While SAP HANA is great for fast-access to high-value, often-used data, sometimes you need to look at massive amounts of data to see bigger patterns and trends. While HANA is ideal for enterprise data that you need instant access to, such as daily transactions like sales orders, purchase orders, parts inventory, and shipping schedules, there is a lot of data that you might need to track to look at long term.
Hadoop, on the other hand, is designed for big data, such as information sensors, remote sensors, cameras, RFID readers, and more. Hadoop databases store data in less structured ways and are ideal for large information sources, such as web logs, social media, office documents, graphs, and anything that doesn’t fit easily into a row or column.
However, the biggest difference is that SAP HANA keeps formatted enterprise data stored in memory, while Hadoop stores huge amounts of raw data on disk farms.
Big Data Means Distributed File Systems
As you might guess, you can’t access unstructured, raw data quickly. SAP uses Spark to structure the Hadoop Distributed File System (HDFS). Spark is a fast engine for large-scale data processing that combines SQL, streaming, and complex analytics. Its drawback is that it doesn’t have an easy and familiar web-based interface. You need Spark to structure your HDFS files and make them searchable via SQL.
Vora is an in-memory query engine that plugs into Spark to get enriched analytics from Hadoop. Vora gives you an interactive interface to model the data and process it for visualization or analysis. It can work alone to provide that interface to your big data, or with HANA to extend your analytics across both Enterprise and Big Data.
Vora was originally used to provide Online Analytical Processing (OLAP) for big-data analysis; however, it has evolved because of its bi-directional ability to read HANA data and write back to it. This allows Vora users to avoid moving HANA data to HDFS to run analysis, using both data sources.
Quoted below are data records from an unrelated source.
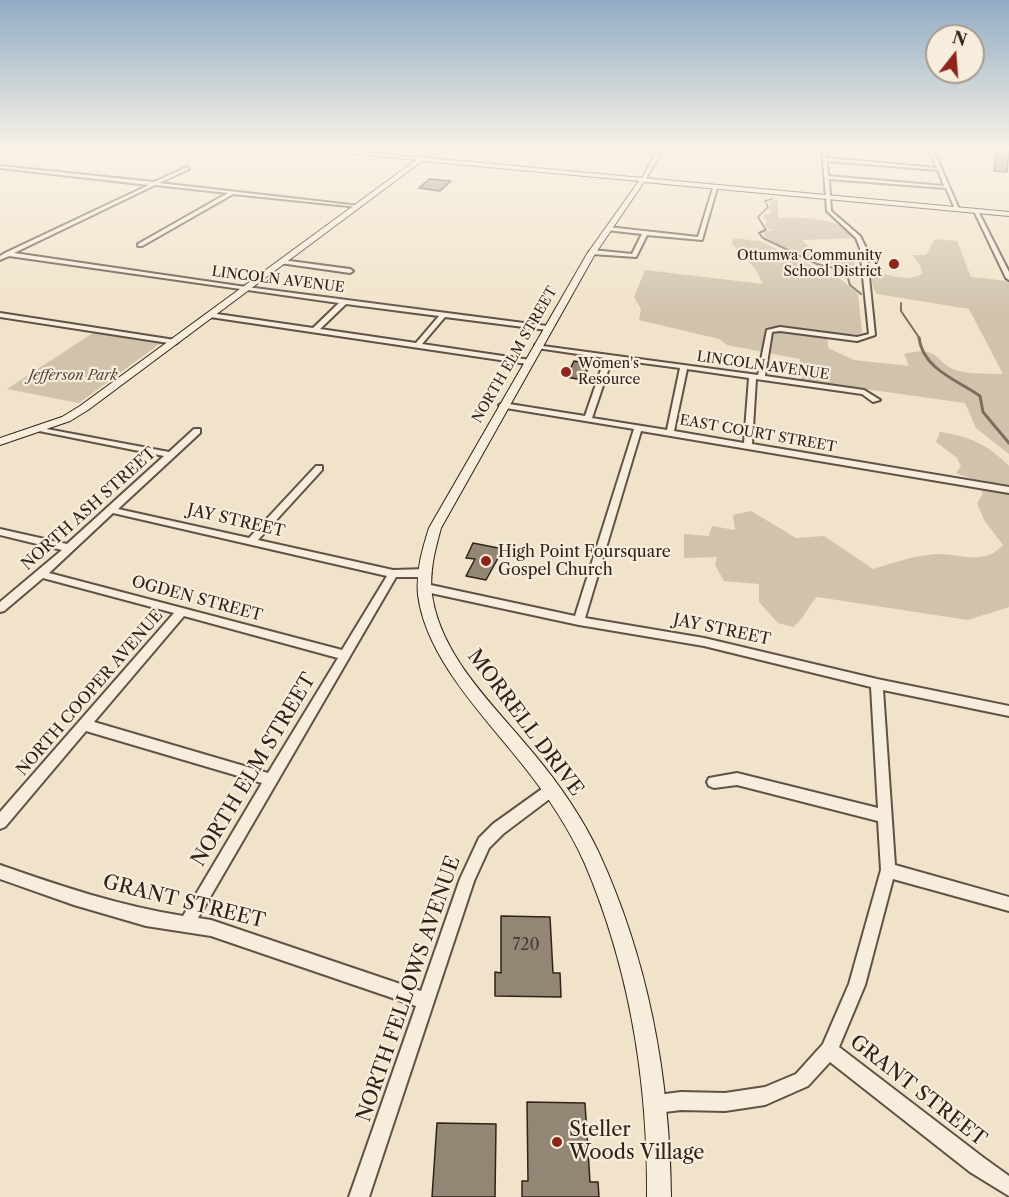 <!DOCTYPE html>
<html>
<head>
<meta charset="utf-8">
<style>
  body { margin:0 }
  #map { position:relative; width:1009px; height:1197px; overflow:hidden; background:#f1e3c9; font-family:"Libre Caslon Text",serif }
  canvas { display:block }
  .north { position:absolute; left:925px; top:24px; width:60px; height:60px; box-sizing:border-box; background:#f6eddc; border:2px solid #a69c8e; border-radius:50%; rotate:17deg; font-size:16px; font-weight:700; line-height:24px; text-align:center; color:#2f2219 }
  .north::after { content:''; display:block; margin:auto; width:21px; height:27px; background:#8f2418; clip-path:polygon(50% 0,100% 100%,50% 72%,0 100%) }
</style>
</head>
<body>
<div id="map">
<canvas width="1009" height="1197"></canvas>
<div class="north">N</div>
</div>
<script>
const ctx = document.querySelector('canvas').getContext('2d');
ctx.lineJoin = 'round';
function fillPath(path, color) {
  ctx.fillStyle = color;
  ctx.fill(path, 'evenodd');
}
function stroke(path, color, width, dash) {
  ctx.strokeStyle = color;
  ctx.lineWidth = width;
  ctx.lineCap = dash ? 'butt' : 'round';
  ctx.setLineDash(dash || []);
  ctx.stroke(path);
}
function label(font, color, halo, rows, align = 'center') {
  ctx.font = font + ' "Libre Caslon Text",serif';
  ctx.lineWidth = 4.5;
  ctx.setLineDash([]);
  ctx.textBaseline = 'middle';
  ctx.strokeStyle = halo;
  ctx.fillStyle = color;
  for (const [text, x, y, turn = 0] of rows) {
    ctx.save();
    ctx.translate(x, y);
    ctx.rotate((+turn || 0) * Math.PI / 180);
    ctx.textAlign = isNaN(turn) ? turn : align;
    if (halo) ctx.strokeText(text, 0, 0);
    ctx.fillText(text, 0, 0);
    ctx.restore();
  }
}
const green = new Path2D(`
  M 778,199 L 778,218 C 807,217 837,217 859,238 L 802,240 C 815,254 835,255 854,258 L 856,278 C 848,275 844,269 836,266 C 812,257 787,250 765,237 L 764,232 L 773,230 L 768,229 L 765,225 L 767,221 L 763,218 L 765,214 L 772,213 L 769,210 L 770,201 Z
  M 733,238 L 760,241 L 842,280 L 858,294 L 862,332 L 859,335 L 827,332 L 828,348 L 854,360 L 909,366 L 904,354 C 942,344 934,365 959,371 C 973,375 989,373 1003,374 L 969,309 L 877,294 L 873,288 L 870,269 C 885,274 907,283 922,274 L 921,267 L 913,255 L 926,255 L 935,239 L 957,241 L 971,277 L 1009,281 L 1009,454 L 976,428 L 965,403 L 801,380 L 800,359 L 727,345 L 719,339 L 639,320 L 641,309 L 634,297 L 645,270 L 763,284 L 756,270 L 732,244 Z
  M 96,331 L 162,342 L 79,403 L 7,389 Z
  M 940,432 C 969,436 989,445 1009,466 L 1009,607 L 968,620 L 817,597 C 807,607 805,618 793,627 L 778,623 L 759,602 L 759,584 L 724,581 L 715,565 L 717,557 L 684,558 L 684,534 L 709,536 L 712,526 L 735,530 L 733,515 L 751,511 L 796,538 L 824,536 L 873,569 C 893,563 916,555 937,554 C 963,554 984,566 1003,545 L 984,520 L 977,503 L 983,494 L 978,481 L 956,473 L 961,466 L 957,458 L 936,442 Z`);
const streamFar2 = new Path2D(`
  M 762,232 L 766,230 L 758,217 L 768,207 L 765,201 L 772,199`);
const streamFar1 = new Path2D(`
  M 765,230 L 759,233 L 763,238 L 817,264 L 839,269 L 848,278 L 850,285 L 861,294
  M 901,303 L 901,311 L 920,339`);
const stream = new Path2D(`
  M 919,338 C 923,369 957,380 980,396 L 983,412 L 1009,443`);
const building = new Path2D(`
  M 997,148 L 1009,148 L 1007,172 L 994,171 Z
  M 429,179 L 451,181 L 440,191 L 419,188 Z
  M 574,361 L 590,364 L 583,380 L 566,377 Z
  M 473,543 L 503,549 L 486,580 L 466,576 L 475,559 L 466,558 Z
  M 501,916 L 550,917 L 553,973 L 560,973 L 561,997 L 495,996 L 495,972 L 501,973 Z
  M 527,1102 L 585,1103 L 590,1182 L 598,1182 L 599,1197 L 522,1197 L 522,1181 L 528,1181 Z
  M 437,1123 L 496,1124 L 495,1197 L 432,1197 Z`);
const minor = new Path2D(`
  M 822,148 L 826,148 L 827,158 L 937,168 L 931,155 L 924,148 L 929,148 L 935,154 L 959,209 L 957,210 L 955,209 L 946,188 L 829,179 L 831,211 L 860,236 L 866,248 L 875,335 L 857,341 L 780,331 L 772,332 L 765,376 L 864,390 L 880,400 L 873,402 L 862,394 L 756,379 L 752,444 L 1009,487 L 1009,493 L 641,431 L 585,618 L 704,638 L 877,679 L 1009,706 L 1009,716 L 883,690 L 895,865 L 1009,897 L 1009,911 L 893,879 L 865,985 L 839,1047 L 984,1158 L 1009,1176 L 1009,1196 L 970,1172 L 830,1062 L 808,1086 L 765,1105 L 725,1111 L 681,1110 L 657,1113 L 651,1110 L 648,1104 L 651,1098 L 657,1095 L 681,1092 L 725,1093 L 765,1087 L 796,1074 L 823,1044 L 849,984 L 881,870 L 878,821 L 737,785 L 714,788 L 709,786 L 707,782 L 709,778 L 737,773 L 878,808 L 871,687 L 704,646 L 579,625 L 426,592 L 421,588 L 426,584 L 575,616 L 634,429 L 500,407 L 499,405 L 503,403 L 585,416 L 605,358 L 537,348 L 535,347 L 535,345 L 758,375 L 767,330 L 780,327 L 857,337 L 869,334 L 860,248 L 856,238 L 827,211 ZM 827,161 L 938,170 L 944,186 L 828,176 ZM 612,359 L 680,368 L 667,430 L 592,418 ZM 687,369 L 749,378 L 744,443 L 674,431 Z
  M 0,166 L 154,182 L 187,167 L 189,169 L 159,183 L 360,206 L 358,207 L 233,194 L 142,246 L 138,246 L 138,244 L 228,193 L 155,185 L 14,253 L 239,286 L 547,326 L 550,328 L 547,330 L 445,317 L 422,344 L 530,360 L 531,362 L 527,364 L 210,317 L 207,315 L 210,313 L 313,328 L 339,303 L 9,256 L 0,260 L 0,256 L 5,253 L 149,185 L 0,168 ZM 346,304 L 439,316 L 416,343 L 320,329 Z
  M 715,187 L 717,188 L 702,240 L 647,235 L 636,257 L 592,254 L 589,252 L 592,250 L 632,254 L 642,234 L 606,230 L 608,227 L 698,237 L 713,188 Z
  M 976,210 L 978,211 L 1009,272 L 1009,280 L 1006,278 L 974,211 Z
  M 282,260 L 350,269 L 353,271 L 350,273 L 280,263 L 280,261 Z
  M 0,313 L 175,340 L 178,342 L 175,344 L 0,317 Z
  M 36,427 L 169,452 L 194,429 L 200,429 L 200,433 L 118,509 L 249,538 L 316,466 L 322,466 L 322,470 L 258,540 L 393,570 L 426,569 L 431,573 L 426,577 L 396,577 L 198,918 L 211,920 L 421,991 L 460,879 L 479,838 L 493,824 L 546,786 L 551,784 L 556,786 L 558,790 L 556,794 L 503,834 L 489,848 L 474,881 L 369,1197 L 349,1197 L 416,1006 L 211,936 L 146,926 L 74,905 L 0,879 L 0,865 C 60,886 120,906 183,916 L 262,783 L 86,731 L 5,827 L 0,829 L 0,812 L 174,613 L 43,578 L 4,611 L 0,612 L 0,602 L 62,550 L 0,535 L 0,529 L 67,544 L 164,456 L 39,431 L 35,429 ZM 113,513 L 387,576 L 342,650 L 49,573 ZM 184,616 L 338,658 L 268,773 L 94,722 Z`);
const tertiary = new Path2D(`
  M 432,148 L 437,148 L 423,160 L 419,160 Z
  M 659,148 L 664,148 L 644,182 L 640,182 Z`);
const secondary = new Path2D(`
  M 10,148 L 10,149 L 0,153 L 0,149 Z
  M 321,148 L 1009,212 L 1009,216 L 644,182 L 595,254 L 441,528 C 435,550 429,572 432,595 C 441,658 496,707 534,754 C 559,784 582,817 599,853 C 649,962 670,1078 671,1197 L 647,1197 C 648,1082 630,970 585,864 C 569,828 546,794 522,764 C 484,716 426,658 418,595 C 416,571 422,550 429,528 L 587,254 L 639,181 L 422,161 L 88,410 L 70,421 L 0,445 L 0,438 L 62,417 L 80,406 L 416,160 L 298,148 Z`);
const markers = [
  [894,264,6,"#8f2418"],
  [566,372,6,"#8f2418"],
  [486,561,6,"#8f2418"],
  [557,1142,6,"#8f2418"]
];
const farPoinames = [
  ["Ottumwa Community",882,256],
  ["School District",882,272],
  ["Women's",578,364,"left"],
  ["Resource",578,380,"left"]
];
const farStreetnames = [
  ["LINCOLN AVENUE",278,280,7],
  ["NORTH ELM STREET",515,355,-60],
  ["LINCOLN AVENUE",763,366,8],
  ["EAST COURT STREET",758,434,10]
];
const farParknames = [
  ["Jefferson Park",73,376]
];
const streetNames = [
  ["NORTH ASH STREET",89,509,-42],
  ["JAY STREET",236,521,13],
  ["OGDEN STREET",197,599,15],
  ["JAY STREET",722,630,12],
  ["NORTH COOPER AVENUE",90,693,-49]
];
const poiNames = [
  ["High Point Foursquare",498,552],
  ["Gospel Church",498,570]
];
const nearNumbernames = [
  ["720",526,945]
];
const nearStreetnames = [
  ["MORRELL DRIVE",525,723,53],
  ["NORTH ELM STREET",254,770,-59],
  ["GRANT STREET",184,902,14],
  ["NORTH FELLOWS AVENUE",409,989,-71],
  ["GRANT STREET",918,1091,38]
];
const nearPoinames = [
  ["Steller",569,1130],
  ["Woods Village",569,1153]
];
fillPath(green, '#d0c2ab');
stroke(streamFar2, '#7c6e5f', 1.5);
stroke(streamFar1, '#7c6e5f', 2);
stroke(stream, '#7c6e5f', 3);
fillPath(building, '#948675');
stroke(building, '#2f2219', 1.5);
stroke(minor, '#605245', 4);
stroke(tertiary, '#605245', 3);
stroke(secondary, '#2f2219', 2);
fillPath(minor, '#f6eddc');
fillPath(tertiary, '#f6eddc');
fillPath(secondary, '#f6eddc');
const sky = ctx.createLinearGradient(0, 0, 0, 316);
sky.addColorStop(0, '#91acc4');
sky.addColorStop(0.47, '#f9f2e7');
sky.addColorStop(1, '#f9f2e700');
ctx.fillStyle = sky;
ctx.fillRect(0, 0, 1009, 316);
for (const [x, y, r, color] of markers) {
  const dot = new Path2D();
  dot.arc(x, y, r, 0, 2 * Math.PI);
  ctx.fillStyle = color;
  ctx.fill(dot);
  stroke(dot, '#f6eddc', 2);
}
label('14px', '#2f2219', '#f6eddc', farPoinames, 'right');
label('14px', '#2f2219', '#f6eddc', farStreetnames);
label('italic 14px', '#574a3e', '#f6eddc', farParknames);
label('16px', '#2f2219', '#f6eddc', streetNames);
label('16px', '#2f2219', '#f6eddc', poiNames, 'left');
label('16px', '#483b30', null, nearNumbernames);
label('20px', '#2f2219', '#f6eddc', nearStreetnames);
label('20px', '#2f2219', '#f6eddc', nearPoinames, 'left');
</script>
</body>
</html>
In short, Vora bridges the gap between the data you store and access daily, using HANA, and the data stored in Hadoop.
How SAP HANA Vora Works
Vora offers three tools: a data browser, a SQL editor, and a data modeler that are all accessible from the intuitive web interface. This means that your data team can get what they need without struggling with highly technical tools and scripting languages, such as Python, Java, and Scala.
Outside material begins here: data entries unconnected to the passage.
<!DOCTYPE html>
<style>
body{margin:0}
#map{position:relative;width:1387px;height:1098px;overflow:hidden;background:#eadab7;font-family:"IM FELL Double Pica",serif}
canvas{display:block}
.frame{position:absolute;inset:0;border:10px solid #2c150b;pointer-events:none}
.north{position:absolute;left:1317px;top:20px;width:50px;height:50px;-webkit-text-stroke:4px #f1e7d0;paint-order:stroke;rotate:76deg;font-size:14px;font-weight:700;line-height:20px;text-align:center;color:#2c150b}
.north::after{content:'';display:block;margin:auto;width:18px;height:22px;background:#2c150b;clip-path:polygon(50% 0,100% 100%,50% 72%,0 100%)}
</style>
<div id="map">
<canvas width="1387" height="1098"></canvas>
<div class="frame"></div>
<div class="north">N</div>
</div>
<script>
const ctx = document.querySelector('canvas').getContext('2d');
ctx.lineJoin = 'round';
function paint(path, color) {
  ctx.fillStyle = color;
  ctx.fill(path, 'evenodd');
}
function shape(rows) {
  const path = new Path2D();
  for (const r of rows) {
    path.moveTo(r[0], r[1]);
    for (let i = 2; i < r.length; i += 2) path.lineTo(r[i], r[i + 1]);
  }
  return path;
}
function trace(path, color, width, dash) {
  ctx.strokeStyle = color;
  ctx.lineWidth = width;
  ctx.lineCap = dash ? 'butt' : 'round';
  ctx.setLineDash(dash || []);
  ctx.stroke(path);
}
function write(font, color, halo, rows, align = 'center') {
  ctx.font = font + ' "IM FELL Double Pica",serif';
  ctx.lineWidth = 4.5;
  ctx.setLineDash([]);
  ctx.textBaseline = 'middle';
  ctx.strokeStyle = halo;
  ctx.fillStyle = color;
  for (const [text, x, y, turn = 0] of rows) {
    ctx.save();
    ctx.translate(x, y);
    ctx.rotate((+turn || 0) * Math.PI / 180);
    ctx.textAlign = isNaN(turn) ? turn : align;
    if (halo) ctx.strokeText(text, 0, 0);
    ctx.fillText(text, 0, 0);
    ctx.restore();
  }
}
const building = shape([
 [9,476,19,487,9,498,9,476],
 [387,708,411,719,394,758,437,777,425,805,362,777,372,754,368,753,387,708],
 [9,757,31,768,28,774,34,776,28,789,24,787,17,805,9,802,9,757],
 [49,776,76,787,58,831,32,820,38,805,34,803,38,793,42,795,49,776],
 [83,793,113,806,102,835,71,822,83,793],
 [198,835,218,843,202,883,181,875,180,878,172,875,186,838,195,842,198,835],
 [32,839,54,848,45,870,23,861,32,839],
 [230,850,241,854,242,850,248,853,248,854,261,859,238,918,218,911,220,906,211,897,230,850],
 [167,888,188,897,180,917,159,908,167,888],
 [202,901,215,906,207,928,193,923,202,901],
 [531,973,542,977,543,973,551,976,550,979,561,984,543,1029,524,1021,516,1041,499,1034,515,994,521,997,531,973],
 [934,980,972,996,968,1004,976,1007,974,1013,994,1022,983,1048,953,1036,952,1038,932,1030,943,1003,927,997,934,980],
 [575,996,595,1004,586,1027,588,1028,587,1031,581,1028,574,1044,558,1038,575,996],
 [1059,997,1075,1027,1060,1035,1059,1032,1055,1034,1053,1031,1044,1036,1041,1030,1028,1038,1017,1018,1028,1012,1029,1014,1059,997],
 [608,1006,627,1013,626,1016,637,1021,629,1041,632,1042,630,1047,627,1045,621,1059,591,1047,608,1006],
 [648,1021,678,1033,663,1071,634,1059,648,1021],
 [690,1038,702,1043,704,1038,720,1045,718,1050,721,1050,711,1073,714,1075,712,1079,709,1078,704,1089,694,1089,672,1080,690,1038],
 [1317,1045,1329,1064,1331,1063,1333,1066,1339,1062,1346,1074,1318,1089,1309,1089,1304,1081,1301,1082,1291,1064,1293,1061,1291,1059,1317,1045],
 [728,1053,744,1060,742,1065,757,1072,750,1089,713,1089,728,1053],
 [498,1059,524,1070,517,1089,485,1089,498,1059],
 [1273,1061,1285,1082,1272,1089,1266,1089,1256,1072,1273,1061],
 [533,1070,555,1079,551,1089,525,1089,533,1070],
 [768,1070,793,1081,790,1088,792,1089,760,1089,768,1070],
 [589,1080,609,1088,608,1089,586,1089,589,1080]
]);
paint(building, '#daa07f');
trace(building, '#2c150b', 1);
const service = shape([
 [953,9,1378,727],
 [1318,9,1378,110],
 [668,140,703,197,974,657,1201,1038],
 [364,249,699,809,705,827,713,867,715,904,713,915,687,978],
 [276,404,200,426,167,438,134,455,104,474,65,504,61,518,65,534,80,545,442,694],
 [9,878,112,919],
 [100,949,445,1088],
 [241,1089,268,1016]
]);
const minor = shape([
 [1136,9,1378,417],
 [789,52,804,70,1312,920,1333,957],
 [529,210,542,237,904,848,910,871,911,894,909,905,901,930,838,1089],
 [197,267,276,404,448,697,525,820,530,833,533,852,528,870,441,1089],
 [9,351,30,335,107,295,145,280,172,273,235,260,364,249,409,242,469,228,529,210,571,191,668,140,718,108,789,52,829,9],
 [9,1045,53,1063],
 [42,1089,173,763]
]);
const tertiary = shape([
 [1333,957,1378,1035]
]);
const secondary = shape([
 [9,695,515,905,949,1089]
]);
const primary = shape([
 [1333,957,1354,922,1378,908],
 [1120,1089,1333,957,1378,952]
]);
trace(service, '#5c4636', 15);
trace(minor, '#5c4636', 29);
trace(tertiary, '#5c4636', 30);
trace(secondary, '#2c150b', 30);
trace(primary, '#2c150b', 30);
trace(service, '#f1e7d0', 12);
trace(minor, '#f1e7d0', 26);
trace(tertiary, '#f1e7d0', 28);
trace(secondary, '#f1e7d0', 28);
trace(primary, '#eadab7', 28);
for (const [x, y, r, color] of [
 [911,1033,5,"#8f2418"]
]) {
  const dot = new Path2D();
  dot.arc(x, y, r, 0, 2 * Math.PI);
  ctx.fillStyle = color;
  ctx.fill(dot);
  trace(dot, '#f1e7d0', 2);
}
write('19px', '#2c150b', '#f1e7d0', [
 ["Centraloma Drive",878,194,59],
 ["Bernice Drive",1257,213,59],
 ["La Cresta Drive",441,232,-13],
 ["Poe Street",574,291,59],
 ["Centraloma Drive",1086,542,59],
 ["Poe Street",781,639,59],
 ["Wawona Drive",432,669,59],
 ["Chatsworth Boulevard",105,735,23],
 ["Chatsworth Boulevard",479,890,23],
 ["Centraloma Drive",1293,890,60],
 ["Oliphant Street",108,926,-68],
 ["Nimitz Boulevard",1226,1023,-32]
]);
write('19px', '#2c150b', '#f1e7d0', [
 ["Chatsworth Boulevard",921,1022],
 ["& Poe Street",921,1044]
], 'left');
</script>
Vora’s data browser allows you to see the tables, views, dimensions, and cubes that exist in the Vora engine. You can also preview data, filter columns and refresh them, or download the data. The SQL engine makes it easier to run queries on the Vora engine, displaying compilation errors and warnings, as well as outputting the result of the query. The data modeler makes it easier to create SQL views, dimensions, and/or cubes without changing applications. It makes data modeling in Hadoop as easy as data modeling in HANA.
Simplifying Big Data
Most standard business functions are built into Vora, such as currency conversions, units of measurement, and hierarchies. These built-in functions reduce the time it takes to create, join, or aggregate data models. They also allow modelers to get good insights into huge data with just a data model and query.
Looking at SAP Vora versus Spark, before Vora, your data scientists had to deal with Spark directly. Vora sits on top of Spark, giving analysts a more seamless integration with HANA, as well as less coding and debugging. Vora is also set up with enterprise-level security instead of just data security, making life easier for you at audit time and harder for hackers.
Since Need-to-Have (Enterprise) data is stored in expensive memory on HANA and Nice-to-Have (Big) data is stored on cheap drives in Hadoop, getting big data to support enterprise data isn’t as easy or fast as most businesses need. Vora helps bridge that gap.
Because SAP HANA Vora is an in-memory processing engine that runs on a Hadoop cluster, it builds structured data hierarchies for Hadoop data. This makes it possible to access that data with HANA data so you can run OLAP analysis in memory. Vora’s data modeling function also allows modelers to preview data models for analytics much faster, speeding up the whole process. Vora can also virtualize Hadoop data in order to join it with HANA data for reporting.
How to Get Started
Don’t try this at home without at least a robust understanding of your data, data-science best practices, and SAP expertise. Combining big data with enterprise data is challenging even if the data structures were the same. But they’re not. SAP HANA is column-based, Hadoop is unstructured, and SQL is column-based. These fundamentally different data structures create a number of headaches in getting data to line up for comparison and analysis.
If your data science team is already overworked like at most companies, you might want to outsource your SAP HANA Vora training and deployment. Get an SAP certified team that can recognize how your data scientists and data modelers work, understand what you’re trying to achieve, and then marry those variables into a relatively easy-to-use solution that allows you to access enterprise and big data.
It’s not easy, but in the long run, combining big data with enterprise data could help you move your decision making to a whole new level, uncover some new opportunities, and help you spot and fix challenges before they become problems.